++++ PROVIDED MATERIAL

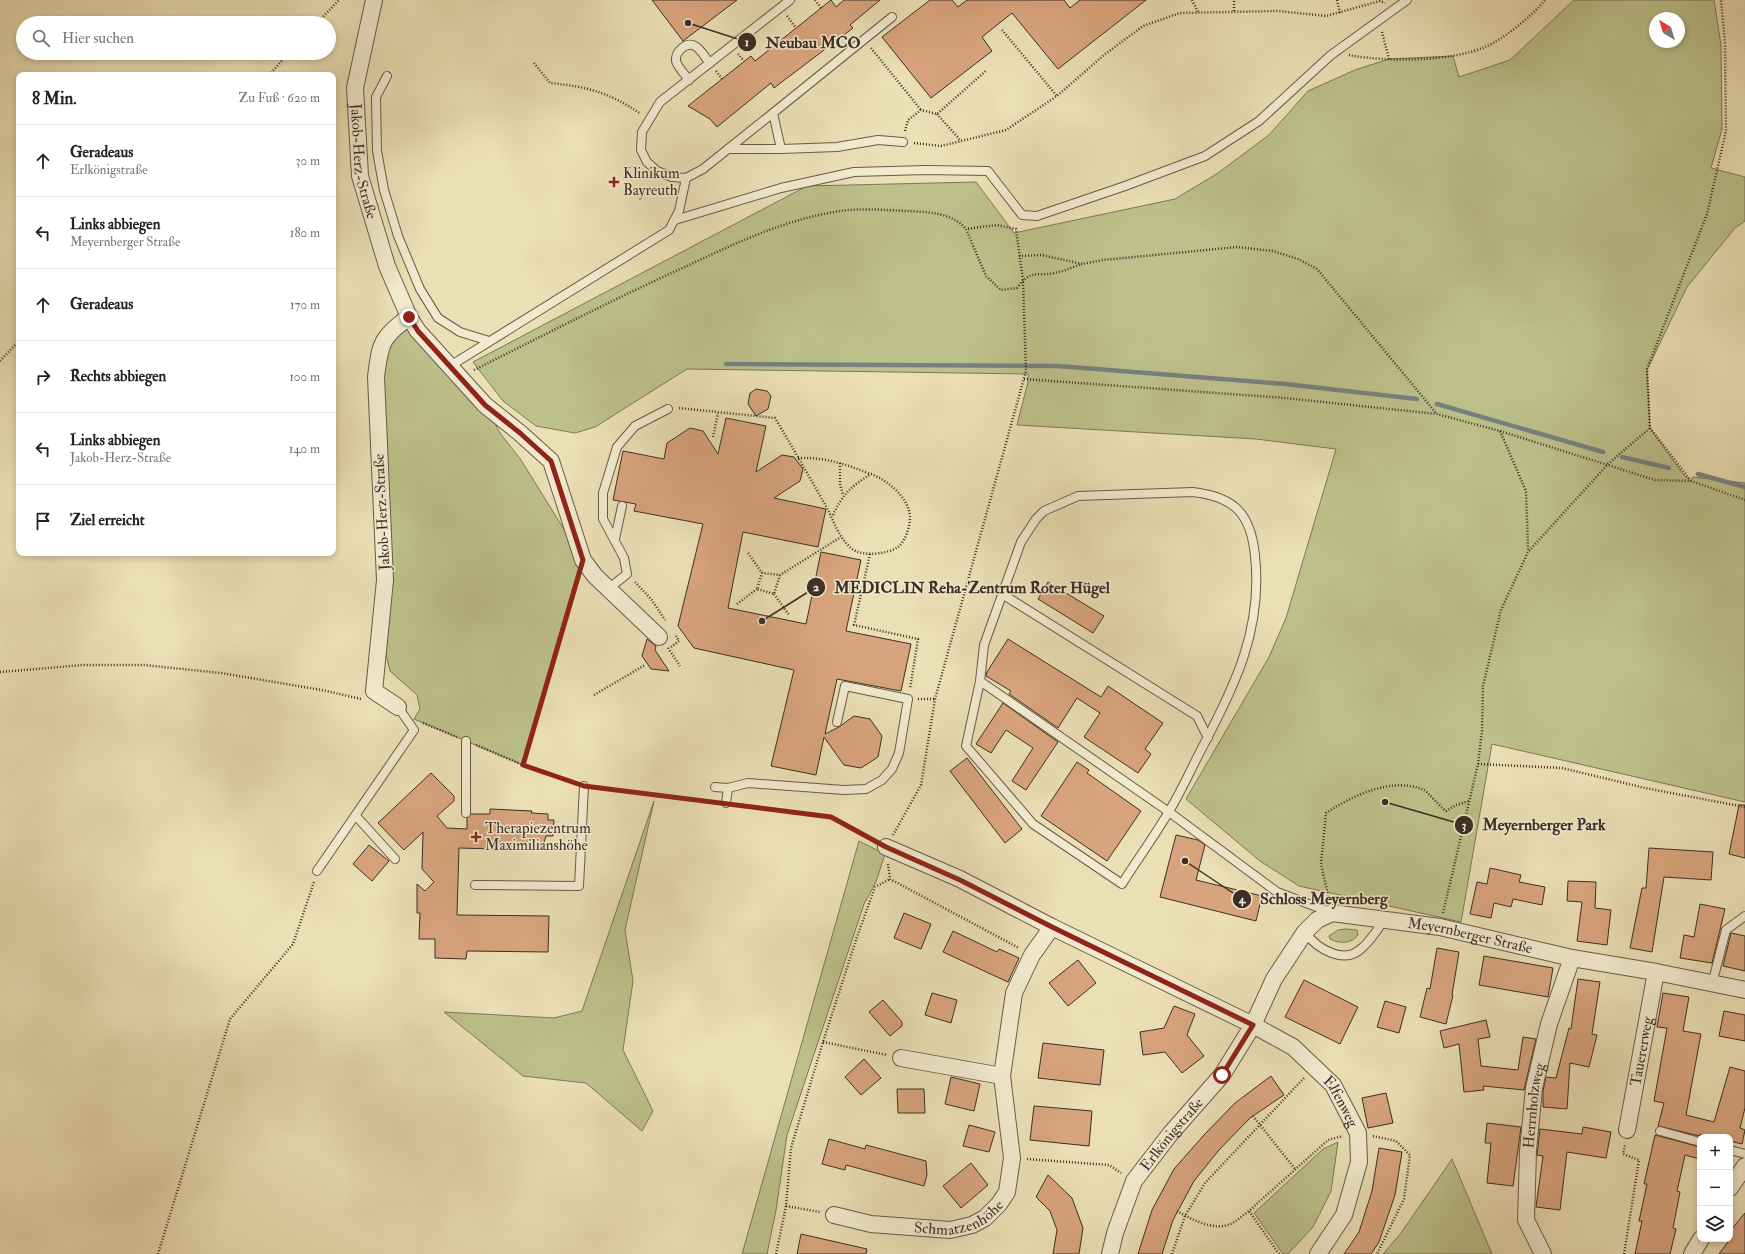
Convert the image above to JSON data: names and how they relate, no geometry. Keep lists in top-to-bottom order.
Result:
{
  "streets": {
    "street": [
      "Jakob-Herz-Straße",
      "Meyernberger Straße",
      "Tauererweg",
      "Elfenweg",
      "Herrnholzweg",
      "Erlkönigstraße",
      "Schmatzenhöhe"
    ]
  },
  "crossings": [
    ["Meyernberger Straße", "Tauererweg"],
    ["Meyernberger Straße", "Herrnholzweg"],
    ["Elfenweg", "Erlkönigstraße"]
  ],
  "places": {
    "other": [
      "Neubau MCO",
      "MEDICLIN Reha-Zentrum Roter Hügel",
      "Meyernberger Park",
      "Schloss Meyernberg"
    ],
    "health": ["Klinikum Bayreuth", "Therapiezentrum Maximilianshöhe"]
  },
  "north": "top left",
  "page": {
    "search": "Hier suchen",
    "heading": ["8 Min.", "Zu Fuß · 620 m"],
    "list": [
      ["Geradeaus", "Erlkönigstraße", "30 m"],
      ["Links abbiegen", "Meyernberger Straße", "180 m"],
      ["Geradeaus", "170 m"],
      ["Rechts abbiegen", "100 m"],
      ["Links abbiegen", "Jakob-Herz-Straße", "140 m"],
      "Ziel erreicht"
    ],
    "map_buttons": ["+", "−"]
  }
}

++++++++

• EXERCISE INSTRUCTIONS
Every line above is to be repeated exactly, but no picture is to appear in the copy.

• PROBLEM SOLUTION
Convert the image above to JSON data: names and how they relate, no geometry. Keep lists in top-to-bottom order.
Result:
{
  "streets": {
    "street": [
      "Jakob-Herz-Straße",
      "Meyernberger Straße",
      "Tauererweg",
      "Elfenweg",
      "Herrnholzweg",
      "Erlkönigstraße",
      "Schmatzenhöhe"
    ]
  },
  "crossings": [
    ["Meyernberger Straße", "Tauererweg"],
    ["Meyernberger Straße", "Herrnholzweg"],
    ["Elfenweg", "Erlkönigstraße"]
  ],
  "places": {
    "other": [
      "Neubau MCO",
      "MEDICLIN Reha-Zentrum Roter Hügel",
      "Meyernberger Park",
      "Schloss Meyernberg"
    ],
    "health": ["Klinikum Bayreuth", "Therapiezentrum Maximilianshöhe"]
  },
  "north": "top left",
  "page": {
    "search": "Hier suchen",
    "heading": ["8 Min.", "Zu Fuß · 620 m"],
    "list": [
      ["Geradeaus", "Erlkönigstraße", "30 m"],
      ["Links abbiegen", "Meyernberger Straße", "180 m"],
      ["Geradeaus", "170 m"],
      ["Rechts abbiegen", "100 m"],
      ["Links abbiegen", "Jakob-Herz-Straße", "140 m"],
      "Ziel erreicht"
    ],
    "map_buttons": ["+", "−"]
  }
}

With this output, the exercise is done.